I am happy to inform you that Nellyn seems to be adjusting painlessly to his new concept of time and language. He has been far more talkative than he was before and has already told me several fascinating things. For example, the shonyn only eat fish after the rains, when they can be scooped out of the water like lynanyn. He said, “Shonyn are finders, not seekers.” I thought this very strange, but of course did not let him see this. I am more excited than ever to relate to you what I learn from him.
He almost could not look at her. “Will you come again tomorrow?” he asked, each word an echo but each one new. He was dizzy again; he heard his voice as if someone else were speaking. He could not feel the lynanyn half he was holding, though he knew it would be cool. His skin too was a stranger’s.
“Yes,” she said, “I will.”
EIGHT
Lanara woke with a start. The light in her tent was grey and thick—a cloudy dawn, too early to be waking. At first she heard only the hammering of her own heart. As it calmed, she heard the river and the quiet hum of shonyn voices, carried on wind. Then another sound, much closer. She sat up and called, “Who’s there?” to the shadow in her half-open door flap.
“Maarenn,” said a voice, and a young shonyn woman ducked inside. She hesitated, looking down at her feet.
Lanara said, “Please come closer. I can’t see you very well.”

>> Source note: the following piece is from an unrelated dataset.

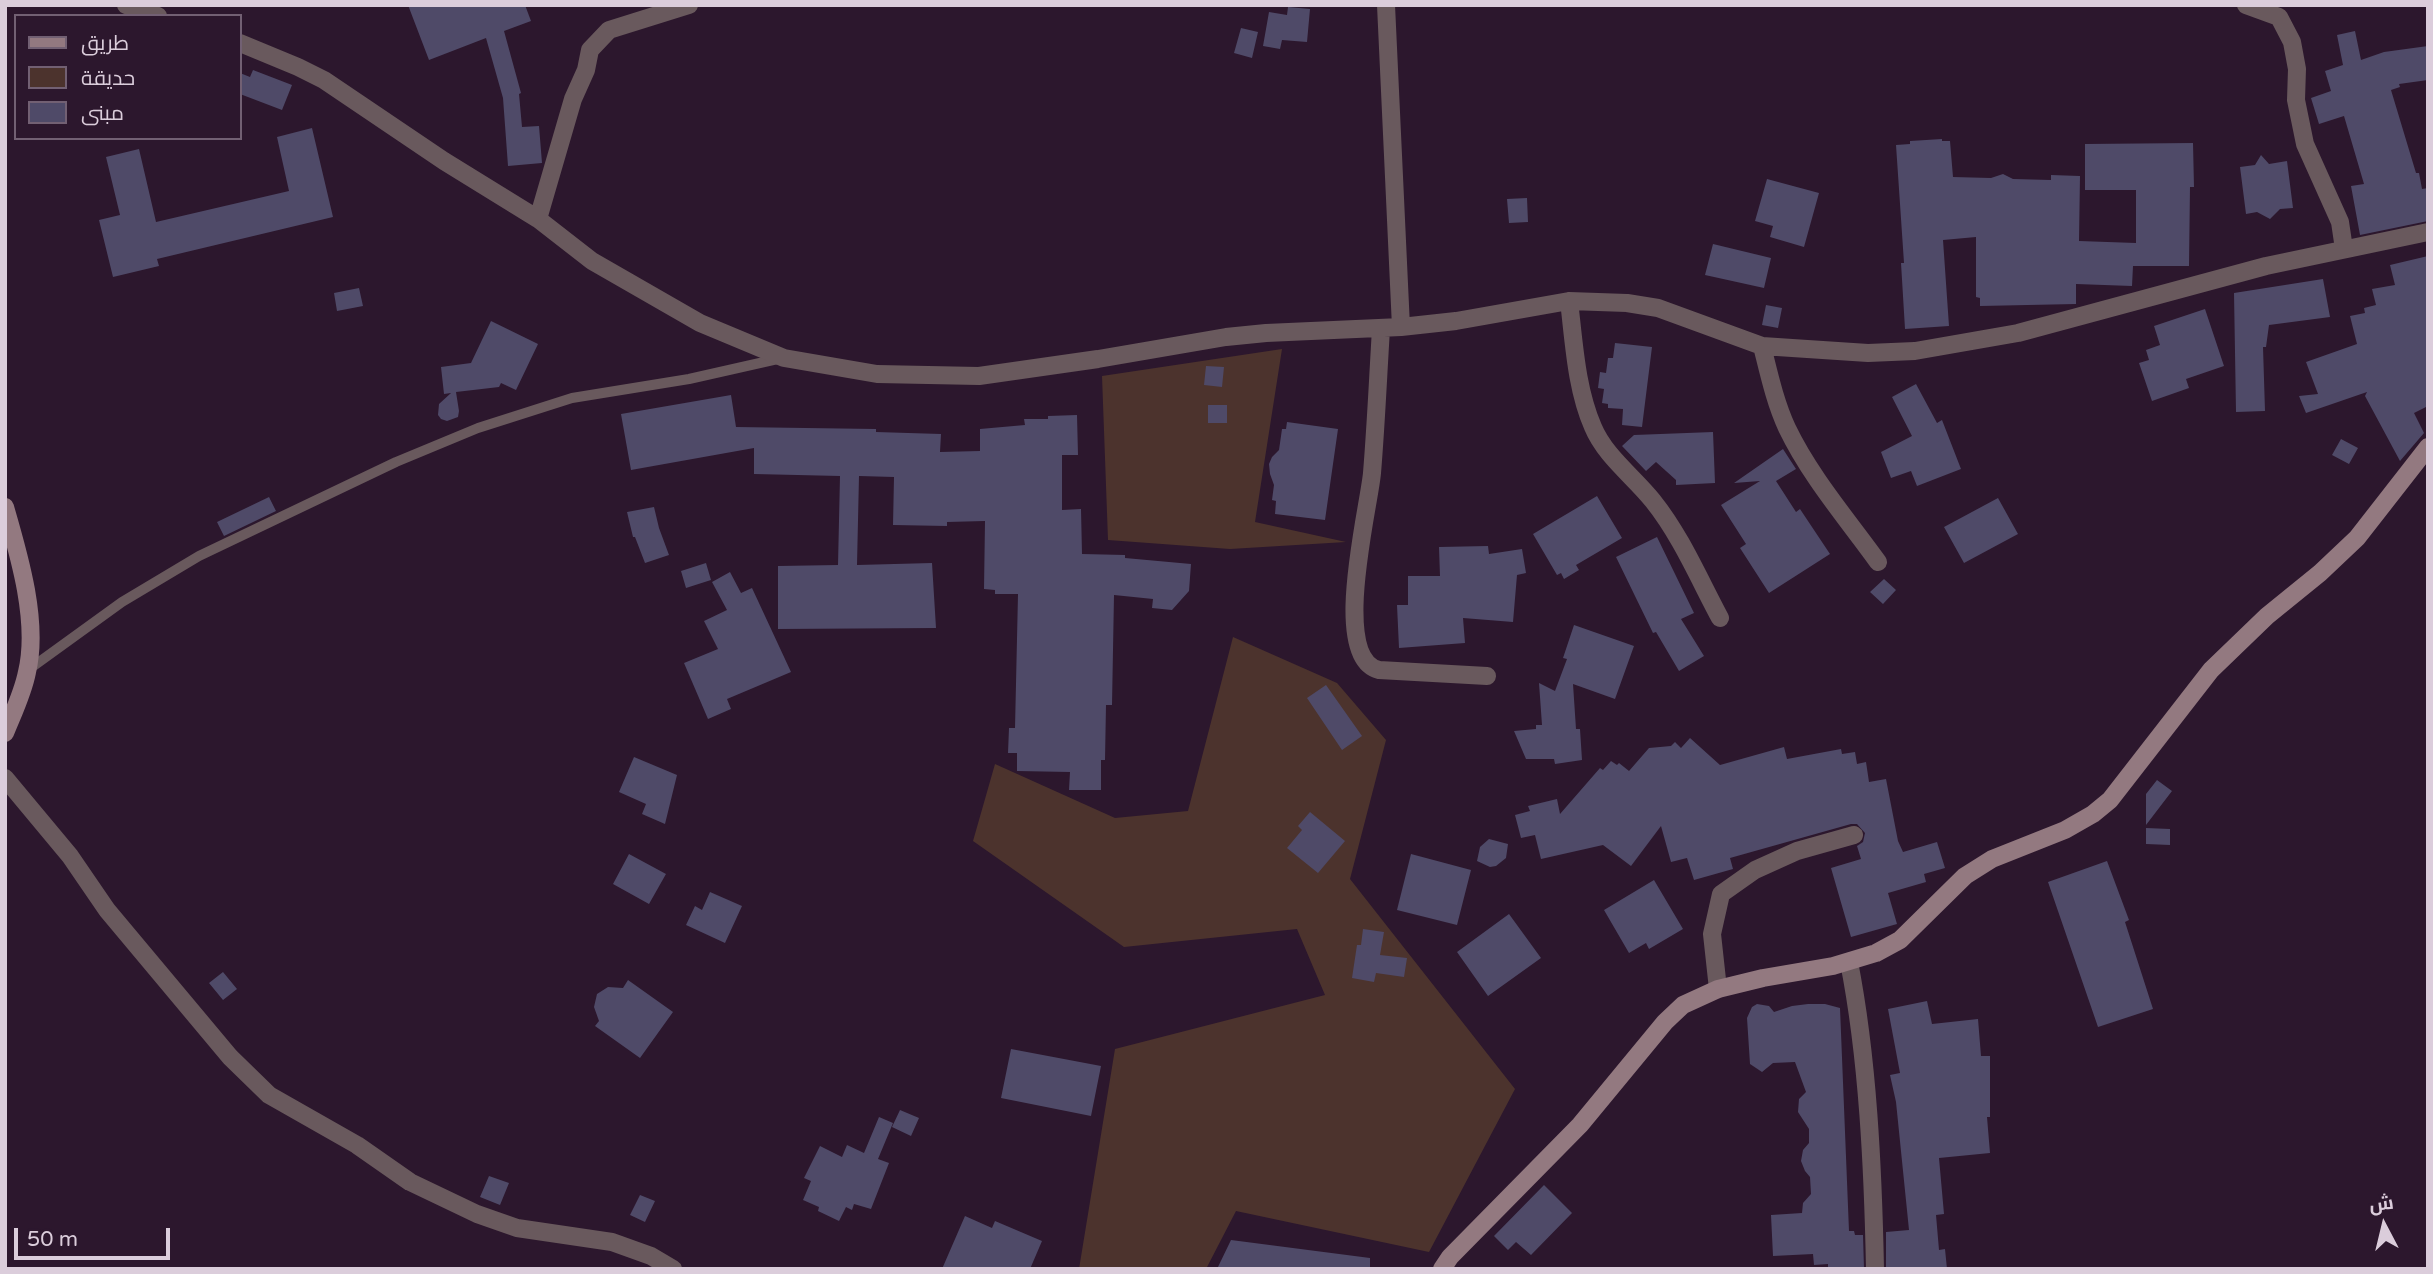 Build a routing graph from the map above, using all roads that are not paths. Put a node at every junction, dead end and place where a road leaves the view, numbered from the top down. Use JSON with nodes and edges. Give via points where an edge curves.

Maarenn took three steps toward the bed and stopped. “I am sorry. I know this is your sleeping time, but I can only come now. I. . . .” She finally looked up. Lanara saw dark eyes, curly hair tied back but falling over one shoulder. “I need to speak to you. Of Nellyn.”
Lanara wrapped her blanket around her and sat on the edge of the bed. She motioned Maarenn to the chair. After a long moment she sat, very stiffly. Lanara said, “What about Nellyn?”
In the silence, she heard someone laugh in the village below. Maarenn turned to the door flap. Lanara thought she saw her smile before she looked back at the room. She spoke then, quite quickly, as if she had practiced the words.
“Nellyn stays alone in an empty hut, far away from his sleeping companions. He does not join me on our flatboat, even though we are gathering companions. He takes a different one and gathers alone. He speaks to no one.”
Lanara ran a hand over her hair and down her neck and closed her eyes, which felt gritty from too little sleep. “And you have come to me,” she said, opening her eyes, “because you think this is my fault?”
“Fault?” Maarenn repeated. “I do not understand this. I come to you to say he is dear to me and many others. He suffers with change. Perhaps you do not see this. So I speak to you.”
Lanara shook her head. “No—he is happy. I know he is. Confused, maybe, because he
is
changing—but this confusion will pass.”
“Pass? No. There is no return for him, with you here.”
Lanara stared at Maarenn. “You
are
blaming me,” she said, her voice rising. “And you’re telling me to leave him alone, yes? As if it’s any of your business. It’s his choice—all of it. Not yours.”
Maarenn shook her head again. She rose from the chair and stood with her hands upturned. “I am sorry—I do not know. . . . He tells me you want to understand us, so I try to help you do this. And I try to help him. He cannot give you understanding of shonyn; you must talk to someone else for this. And you must let him find us again.”
Lanara rose as well, still holding her blanket close around her. She was taller than Maarenn, and this was her tent, but she felt awkward as her anger dissipated. “I appreciate your concern for Nellyn and for me. But please be reassured: I won’t hurt him. I am his friend, as you are.”
“No,” Maarenn said, “no.” She turned and left the tent, as silent as all shonyn were on the sand. Lanara did not watch her go.